**What the exercise asks**
Scan the entries below and say how many lines contain "that". Write only the number.

**Task material**
----

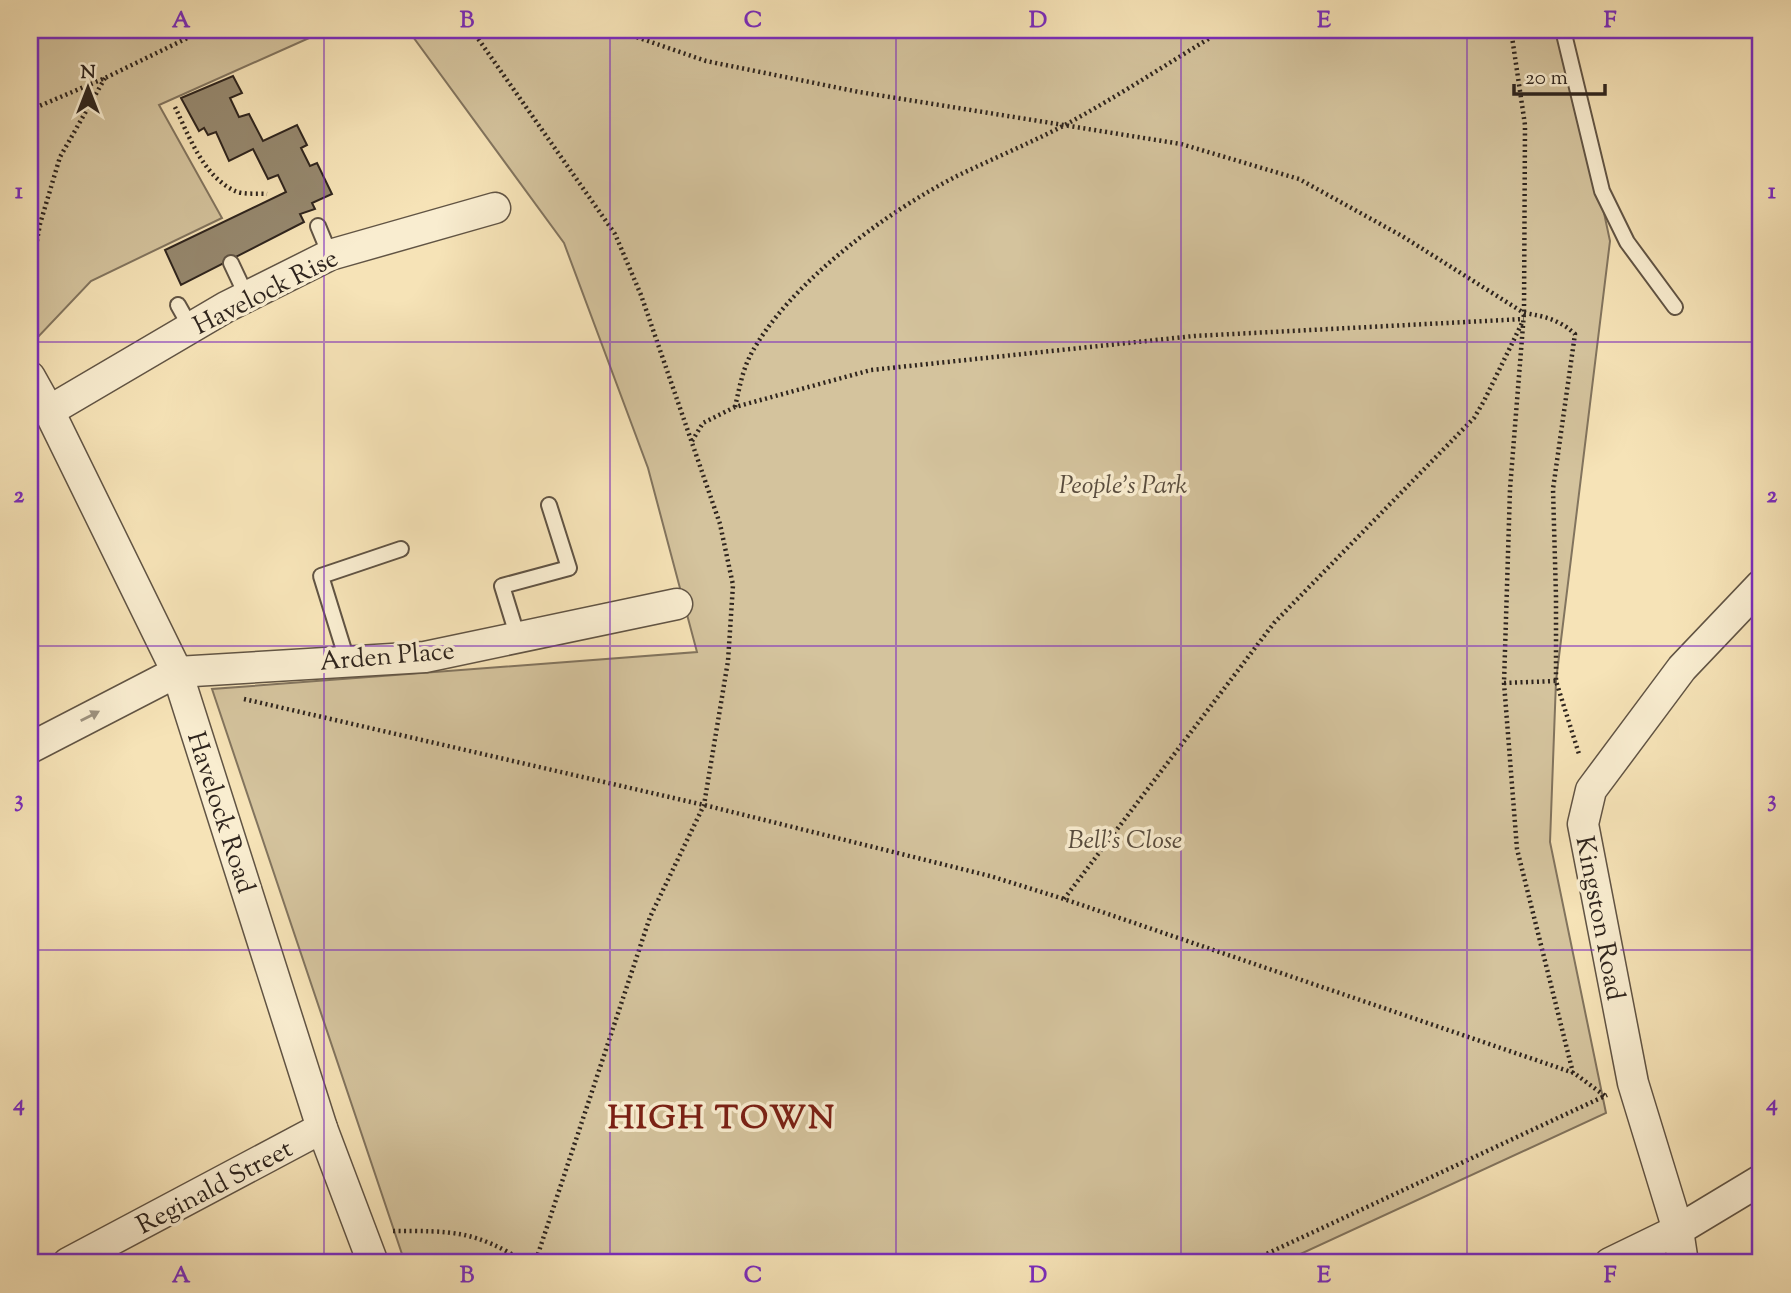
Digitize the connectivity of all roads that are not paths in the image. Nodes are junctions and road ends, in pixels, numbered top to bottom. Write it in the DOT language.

----

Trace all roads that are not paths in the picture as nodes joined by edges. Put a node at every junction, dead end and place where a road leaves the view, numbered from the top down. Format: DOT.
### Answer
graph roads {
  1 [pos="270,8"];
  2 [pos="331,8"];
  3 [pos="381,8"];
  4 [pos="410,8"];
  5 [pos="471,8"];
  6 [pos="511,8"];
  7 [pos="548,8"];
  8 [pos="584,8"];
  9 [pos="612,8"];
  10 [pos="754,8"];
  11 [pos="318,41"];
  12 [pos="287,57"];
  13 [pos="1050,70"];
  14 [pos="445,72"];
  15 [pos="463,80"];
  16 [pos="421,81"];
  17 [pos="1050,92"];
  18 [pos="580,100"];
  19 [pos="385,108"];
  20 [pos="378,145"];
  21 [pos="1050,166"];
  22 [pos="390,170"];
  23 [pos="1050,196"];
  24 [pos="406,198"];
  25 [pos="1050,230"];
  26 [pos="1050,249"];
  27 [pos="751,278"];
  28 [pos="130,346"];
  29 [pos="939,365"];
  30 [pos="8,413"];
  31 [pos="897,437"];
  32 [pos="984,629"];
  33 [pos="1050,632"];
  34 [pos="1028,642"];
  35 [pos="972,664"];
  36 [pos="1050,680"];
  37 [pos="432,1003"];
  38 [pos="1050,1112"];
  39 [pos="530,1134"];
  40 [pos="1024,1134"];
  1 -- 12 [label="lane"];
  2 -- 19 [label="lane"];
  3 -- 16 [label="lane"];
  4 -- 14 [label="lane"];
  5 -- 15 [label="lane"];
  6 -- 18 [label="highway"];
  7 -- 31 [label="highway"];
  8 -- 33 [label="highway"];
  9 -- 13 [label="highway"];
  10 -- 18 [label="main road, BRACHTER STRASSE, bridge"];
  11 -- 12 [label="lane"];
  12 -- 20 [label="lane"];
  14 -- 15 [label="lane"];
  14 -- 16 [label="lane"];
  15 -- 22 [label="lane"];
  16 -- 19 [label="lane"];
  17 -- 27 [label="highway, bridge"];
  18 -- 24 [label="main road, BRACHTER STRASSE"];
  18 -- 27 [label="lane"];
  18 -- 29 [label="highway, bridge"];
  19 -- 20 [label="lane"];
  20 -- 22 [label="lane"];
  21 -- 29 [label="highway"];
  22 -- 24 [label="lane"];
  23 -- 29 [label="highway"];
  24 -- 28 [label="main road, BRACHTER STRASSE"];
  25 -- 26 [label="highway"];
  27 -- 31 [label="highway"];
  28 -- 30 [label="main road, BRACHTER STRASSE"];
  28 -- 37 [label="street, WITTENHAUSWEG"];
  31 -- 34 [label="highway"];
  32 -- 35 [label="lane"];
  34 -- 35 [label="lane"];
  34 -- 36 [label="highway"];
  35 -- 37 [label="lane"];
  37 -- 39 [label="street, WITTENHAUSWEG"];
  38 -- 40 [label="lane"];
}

----

**Problem solution**
2